- [WHAT YOU WILL DO]
Gather the lines below that include the string "every", copying each in full.

- [SUPPLIED MATERIAL]
----

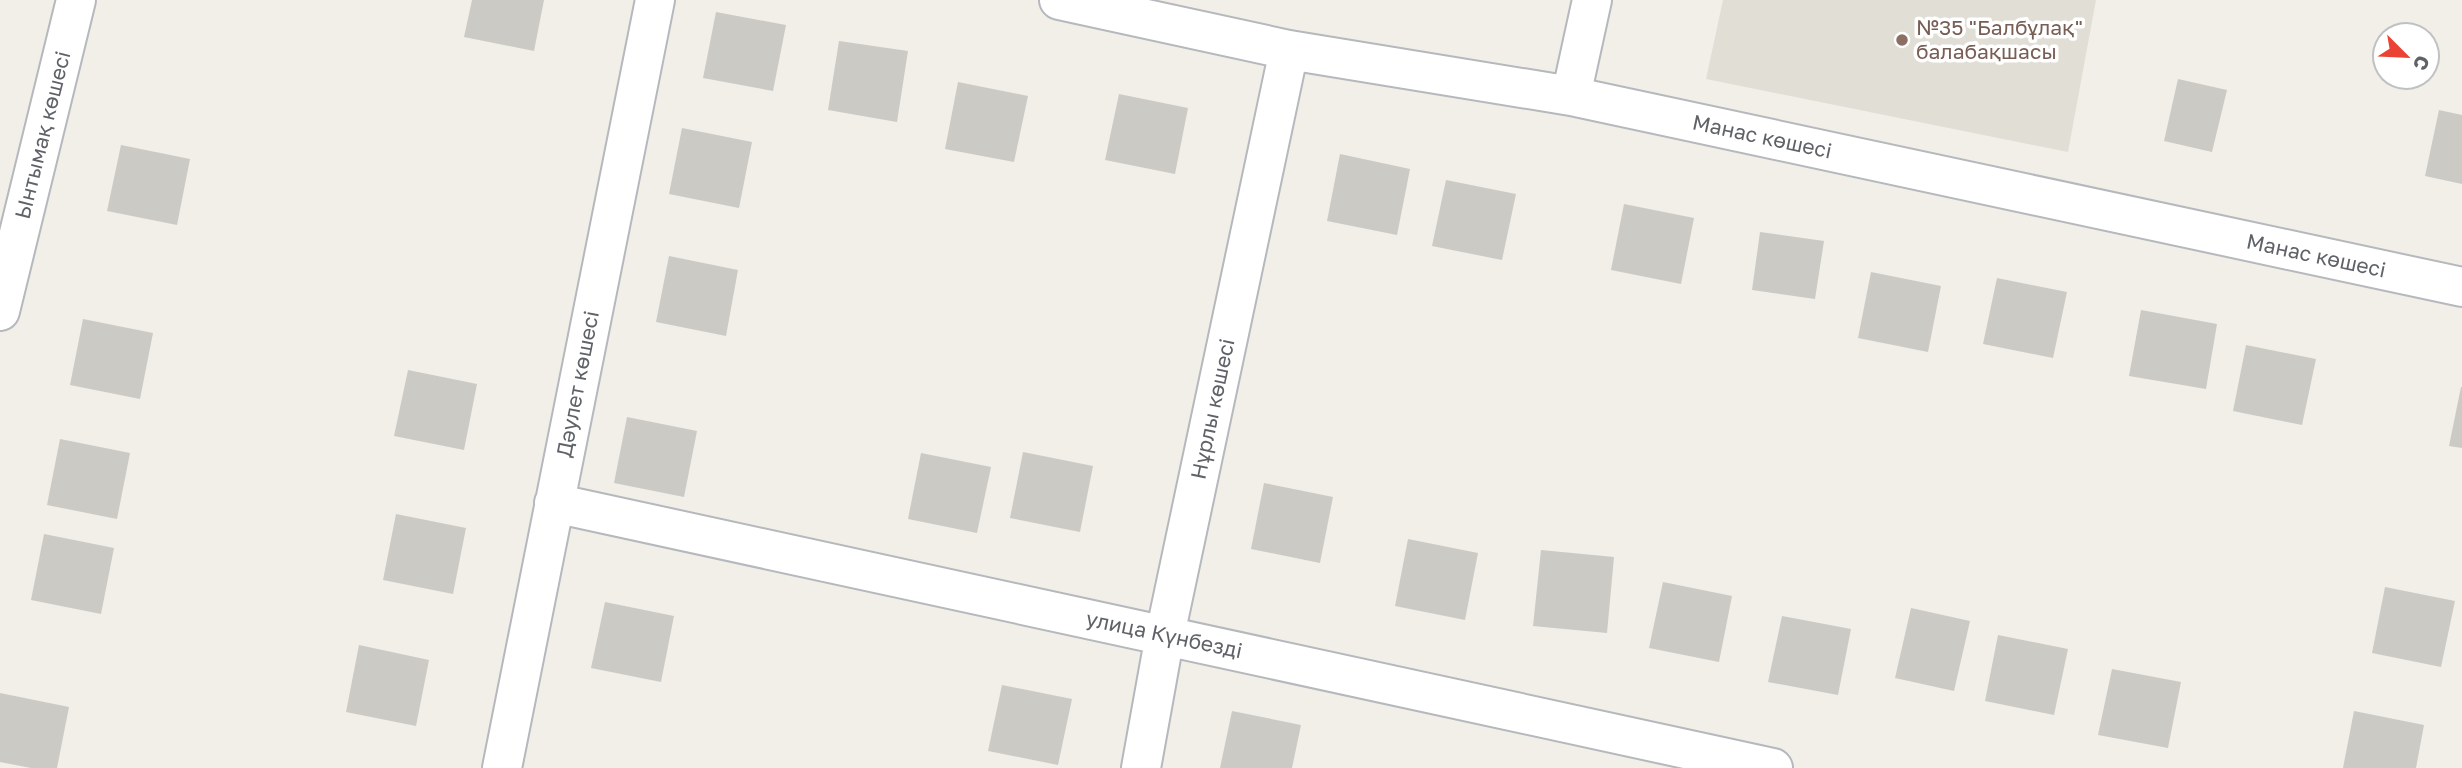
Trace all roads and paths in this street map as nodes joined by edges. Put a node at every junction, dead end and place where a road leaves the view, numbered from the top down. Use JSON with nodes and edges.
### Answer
{"nodes":[{"id":1,"x":76,"y":0,"type":"edge"},
{"id":2,"x":655,"y":0,"type":"edge"},
{"id":3,"x":1059,"y":0,"type":"edge"},
{"id":4,"x":1592,"y":0,"type":"edge"},
{"id":5,"x":1289,"y":50,"type":"junction"},
{"id":6,"x":1571,"y":96,"type":"junction"},
{"id":7,"x":2462,"y":287,"type":"edge"},
{"id":8,"x":0,"y":311,"type":"edge"},
{"id":9,"x":554,"y":503,"type":"junction"},
{"id":10,"x":1165,"y":635,"type":"junction"},
{"id":11,"x":502,"y":768,"type":"edge"},
{"id":12,"x":1141,"y":768,"type":"edge"},
{"id":13,"x":1773,"y":768,"type":"edge"}],
"edges":[{"from":1,"to":8,"type":"street","name":"Ынтымақ көшесі"},
{"from":2,"to":9,"type":"street","name":"Дәулет көшесі"},
{"from":3,"to":5,"type":"street","name":"Манас көшесі"},
{"from":4,"to":6,"type":"street"},
{"from":5,"to":6,"type":"street","name":"Манас көшесі"},
{"from":5,"to":10,"type":"street","name":"Нұрлы көшесі"},
{"from":6,"to":7,"type":"street","name":"Манас көшесі"},
{"from":9,"to":10,"type":"street","name":"улица Күнбезді"},
{"from":9,"to":11,"type":"street","name":"Дәулет көшесі"},
{"from":10,"to":12,"type":"street","name":"Нұрлы көшесі"},
{"from":10,"to":13,"type":"street","name":"улица Күнбезді"}]}
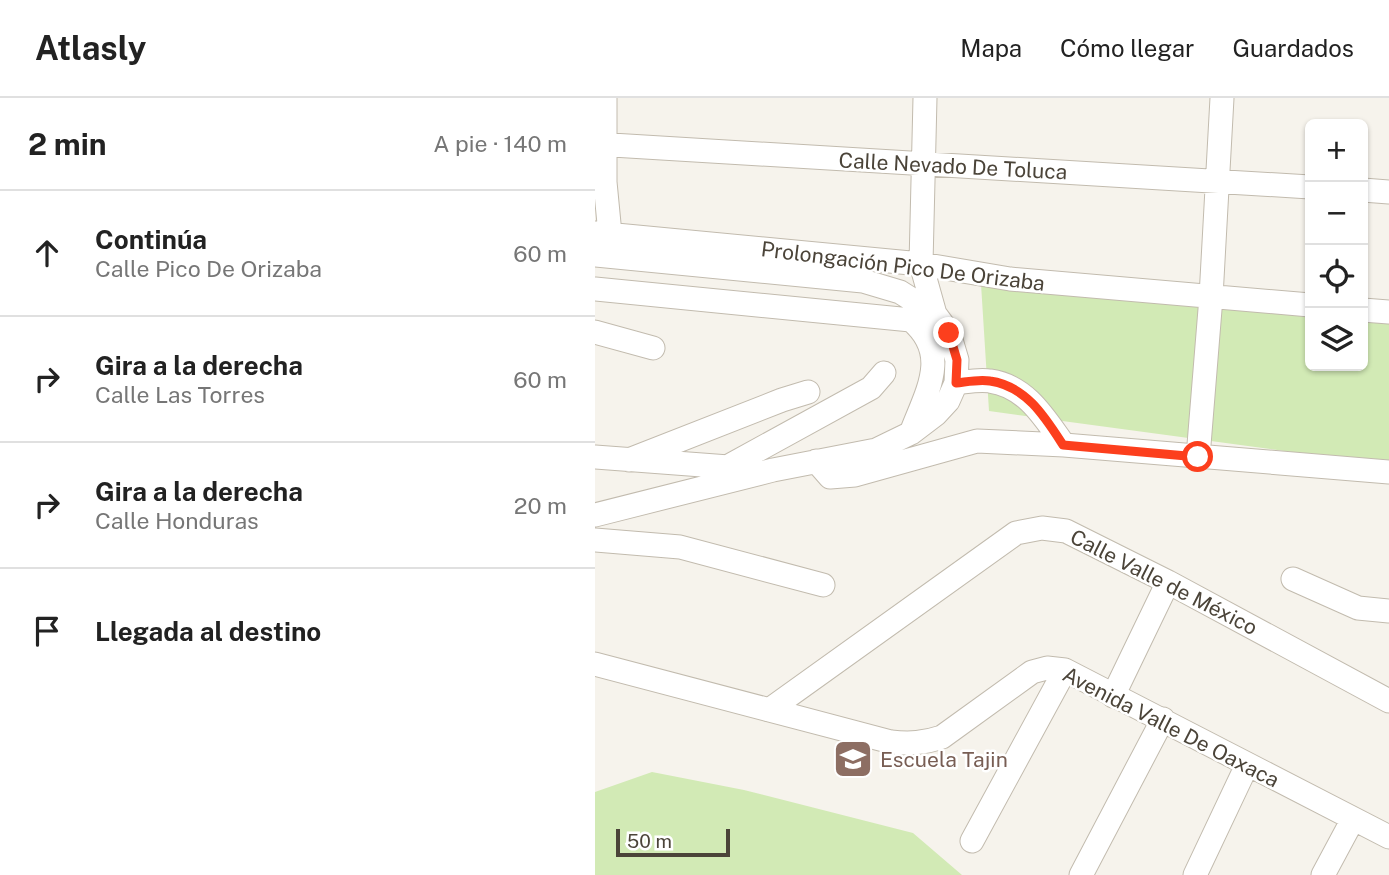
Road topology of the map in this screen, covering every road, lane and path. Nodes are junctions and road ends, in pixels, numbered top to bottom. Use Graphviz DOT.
graph roads {
  1 [pos="604,98"];
  2 [pos="925,98"];
  3 [pos="1222,98"];
  4 [pos="600,144"];
  5 [pos="923,164"];
  6 [pos="1219,182"];
  7 [pos="1305,187"];
  8 [pos="1368,191"];
  9 [pos="1389,192"];
  10 [pos="603,234"];
  11 [pos="595,255"];
  12 [pos="921,264"];
  13 [pos="595,289"];
  14 [pos="1211,297"];
  15 [pos="1305,306"];
  16 [pos="1368,310"];
  17 [pos="1389,312"];
  18 [pos="930,323"];
  19 [pos="595,332"];
  20 [pos="653,348"];
  21 [pos="884,373"];
  22 [pos="956,383"];
  23 [pos="808,392"];
  24 [pos="911,433"];
  25 [pos="1063,445"];
  26 [pos="595,457"];
  27 [pos="1198,457"];
  28 [pos="629,460"];
  29 [pos="816,461"];
  30 [pos="727,467"];
  31 [pos="773,470"];
  32 [pos="1389,472"];
  33 [pos="595,515"];
  34 [pos="595,540"];
  35 [pos="1293,579"];
  36 [pos="1168,582"];
  37 [pos="823,585"];
  38 [pos="1389,611"];
  39 [pos="595,664"];
  40 [pos="1065,670"];
  41 [pos="1114,696"];
  42 [pos="1389,701"];
  43 [pos="769,710"];
  44 [pos="1163,719"];
  45 [pos="1247,765"];
  46 [pos="1353,819"];
  47 [pos="1389,837"];
  48 [pos="972,841"];
  49 [pos="1081,875"];
  50 [pos="1195,875"];
  51 [pos="1323,875"];
  1 -- 4 [label="street"];
  2 -- 5 [label="street"];
  3 -- 6 [label="street"];
  4 -- 5 [label="street, Calle Nevado De Toluca"];
  4 -- 10 [label="street"];
  5 -- 6 [label="street, Calle Nevado De Toluca"];
  5 -- 12 [label="street"];
  6 -- 7 [label="street, Calle Nevado De Toluca"];
  6 -- 14 [label="street"];
  8 -- 9 [label="street"];
  10 -- 12 [label="street, Prolongación Pico De Orizaba"];
  11 -- 18 [label="street, Prolongación Pico De Orizaba"];
  12 -- 14 [label="street, Prolongación Pico De Orizaba"];
  12 -- 18 [label="street"];
  13 -- 18 [label="street"];
  14 -- 15 [label="street, Prolongación Pico De Orizaba"];
  14 -- 27 [label="street"];
  16 -- 17 [label="street"];
  18 -- 22 [label="street"];
  18 -- 24 [label="street"];
  19 -- 20 [label="street"];
  21 -- 30 [label="street"];
  22 -- 24 [label="street"];
  22 -- 25 [label="street"];
  23 -- 28 [label="street"];
  24 -- 29 [label="street"];
  25 -- 27 [label="street"];
  25 -- 29 [label="street"];
  26 -- 28 [label="street"];
  27 -- 32 [label="street"];
  28 -- 30 [label="street"];
  29 -- 31 [label="street"];
  30 -- 31 [label="street"];
  31 -- 33 [label="street"];
  34 -- 37 [label="street"];
  35 -- 38 [label="street"];
  36 -- 41 [label="street"];
  36 -- 42 [label="street, Calle Valle de México"];
  36 -- 43 [label="street, Calle Valle de México"];
  39 -- 43 [label="street, Avenida Valle De Oaxaca"];
  40 -- 41 [label="street, Avenida Valle De Oaxaca"];
  40 -- 43 [label="street, Avenida Valle De Oaxaca"];
  40 -- 48 [label="street"];
  41 -- 44 [label="street, Avenida Valle De Oaxaca"];
  44 -- 45 [label="street, Avenida Valle De Oaxaca"];
  44 -- 49 [label="street"];
  45 -- 46 [label="street, Avenida Valle De Oaxaca"];
  45 -- 50 [label="street"];
  46 -- 47 [label="street, Avenida Valle De Oaxaca"];
  46 -- 51 [label="street"];
}
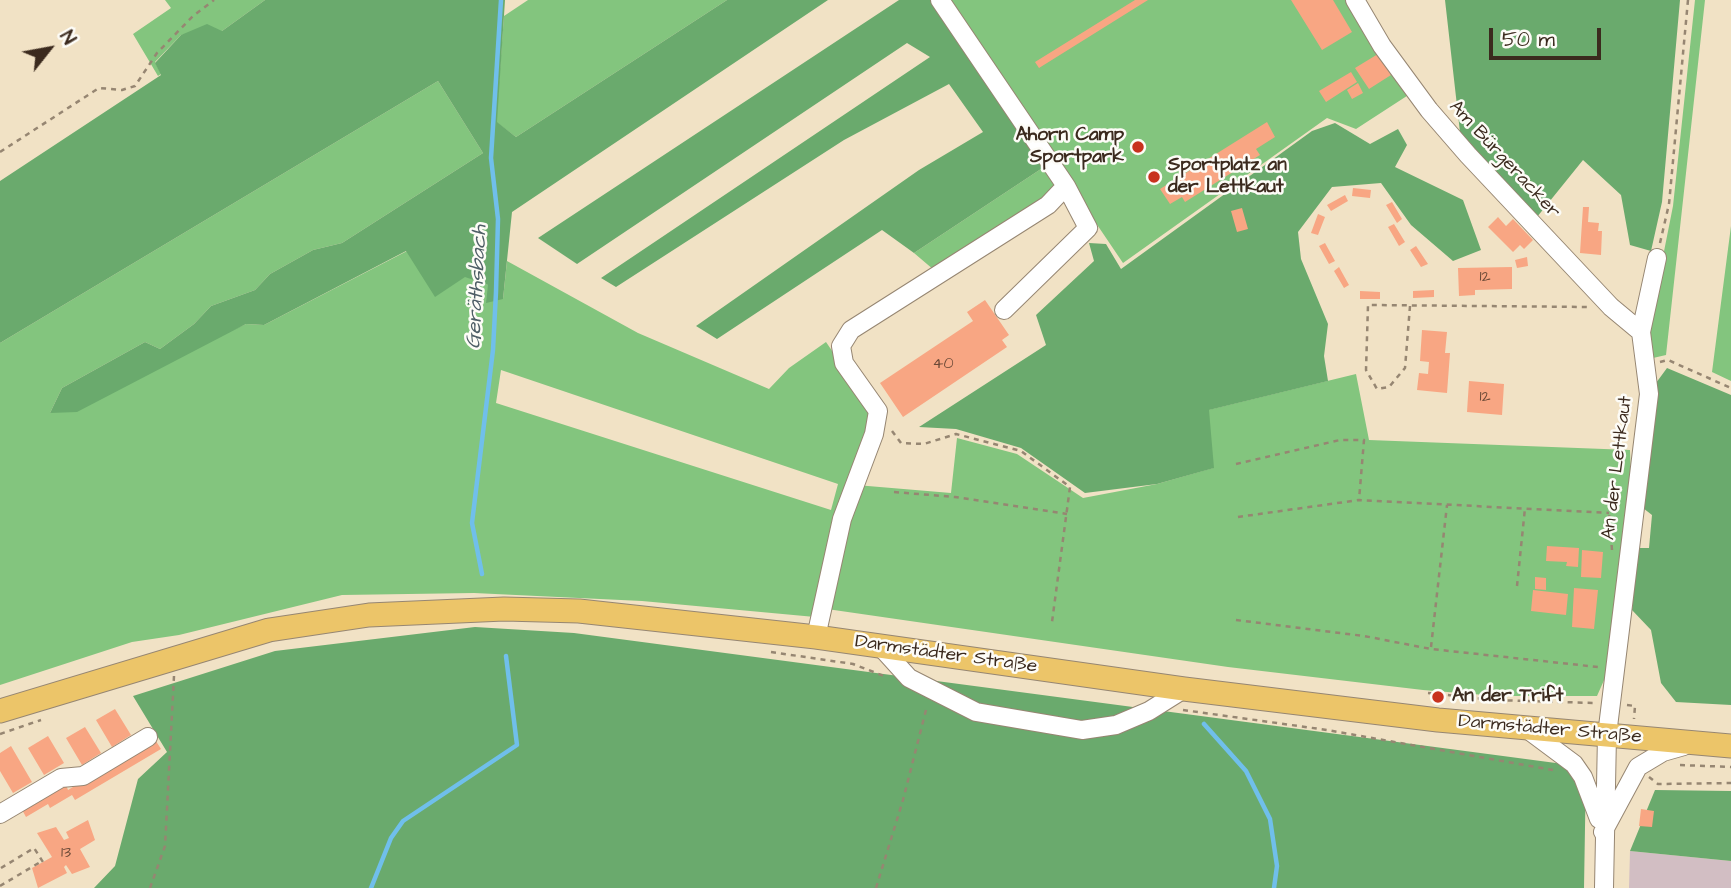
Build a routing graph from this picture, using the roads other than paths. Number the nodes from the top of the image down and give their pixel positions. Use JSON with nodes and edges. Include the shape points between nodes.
{"nodes":[{"id":1,"x":940,"y":0,"type":"edge"},
{"id":2,"x":1355,"y":0,"type":"edge"},
{"id":3,"x":1066,"y":186,"type":"junction"},
{"id":4,"x":1657,"y":258,"type":"road end"},
{"id":5,"x":1004,"y":310,"type":"dead end"},
{"id":6,"x":1641,"y":332,"type":"junction"},
{"id":7,"x":816,"y":637,"type":"junction"},
{"id":8,"x":880,"y":646,"type":"junction"},
{"id":9,"x":1180,"y":699,"type":"junction"},
{"id":10,"x":0,"y":711,"type":"edge"},
{"id":11,"x":1527,"y":728,"type":"junction"},
{"id":12,"x":1608,"y":735,"type":"junction"},
{"id":13,"x":148,"y":737,"type":"dead end"},
{"id":14,"x":1690,"y":744,"type":"junction"},
{"id":15,"x":1731,"y":746,"type":"edge"},
{"id":16,"x":0,"y":814,"type":"edge"},
{"id":17,"x":1603,"y":832,"type":"junction"},
{"id":18,"x":1604,"y":888,"type":"edge"}],
"edges":[{"from":1,"to":3,"type":"street"},
{"from":2,"to":6,"type":"street","name":"Am Bürgeracker","via":[[1429,110],[1497,188],[1611,307]]},
{"from":3,"to":5,"type":"street","via":[[1088,228]]},
{"from":3,"to":7,"type":"street","via":[[1048,205],[851,330],[841,346],[844,363],[878,411],[842,519]]},
{"from":4,"to":6,"type":"street","name":"An der Lettkaut"},
{"from":6,"to":12,"type":"street","name":"An der Lettkaut","via":[[1649,394]]},
{"from":7,"to":8,"type":"main road","name":"Darmstädter Straße"},
{"from":7,"to":10,"type":"main road","name":"Darmstädter Straße","via":[[579,611],[369,615],[269,630],[168,668]]},
{"from":8,"to":9,"type":"main road","name":"Darmstädter Straße"},
{"from":8,"to":9,"type":"street","via":[[909,678],[976,712],[1082,730],[1116,725]]},
{"from":9,"to":11,"type":"main road","name":"Darmstädter Straße"},
{"from":11,"to":12,"type":"main road","name":"Darmstädter Straße"},
{"from":11,"to":17,"type":"street","via":[[1574,764]]},
{"from":12,"to":14,"type":"main road","name":"Darmstädter Straße"},
{"from":12,"to":17,"type":"street"},
{"from":13,"to":16,"type":"street","via":[[83,776],[61,778]]},
{"from":14,"to":15,"type":"main road","name":"Darmstädter Straße"},
{"from":14,"to":17,"type":"street","via":[[1663,752],[1638,767]]},
{"from":17,"to":18,"type":"street"}]}
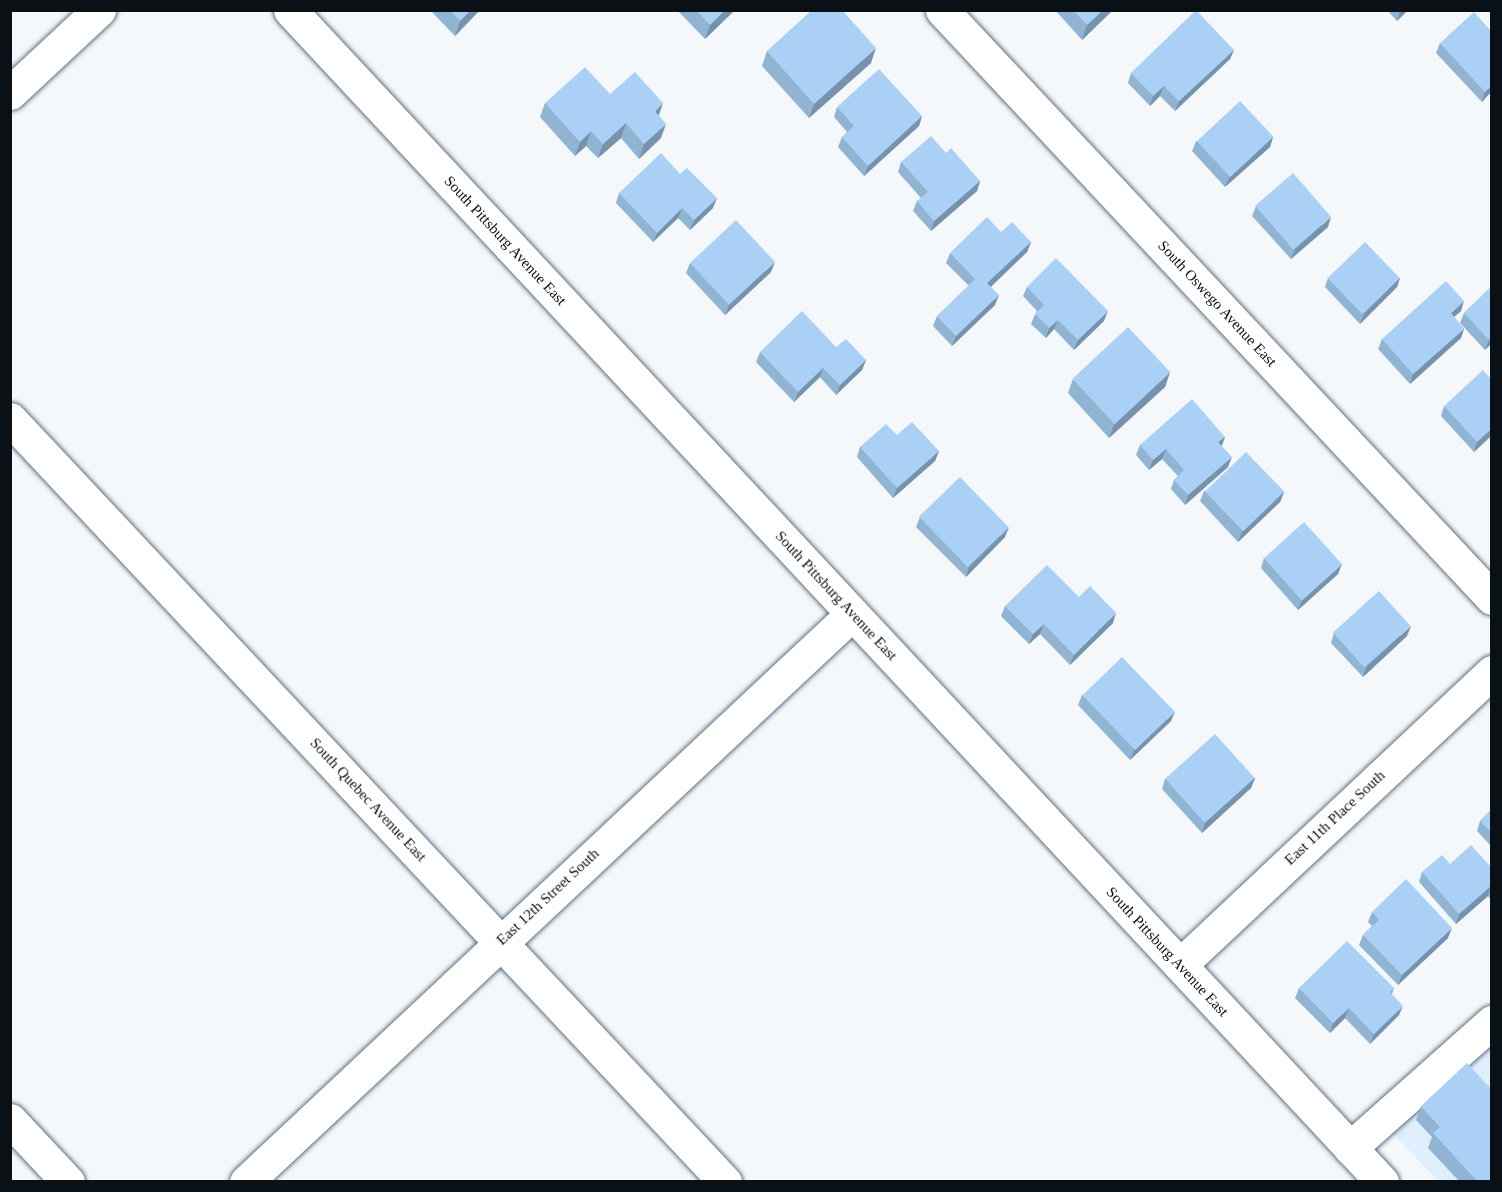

----

- [TASK ANSWER]
Trace all roads and paths in this street map as nodes joined by edges. Put a node at every junction, dead end and place where a road leaves the view, numbered from the top down. Use JSON with nodes and edges.
Road topology of the map in this screen, covering every road, lane and path. Nodes are junctions and road ends, in pixels, numbered top to bottom. Use Graphviz DOT.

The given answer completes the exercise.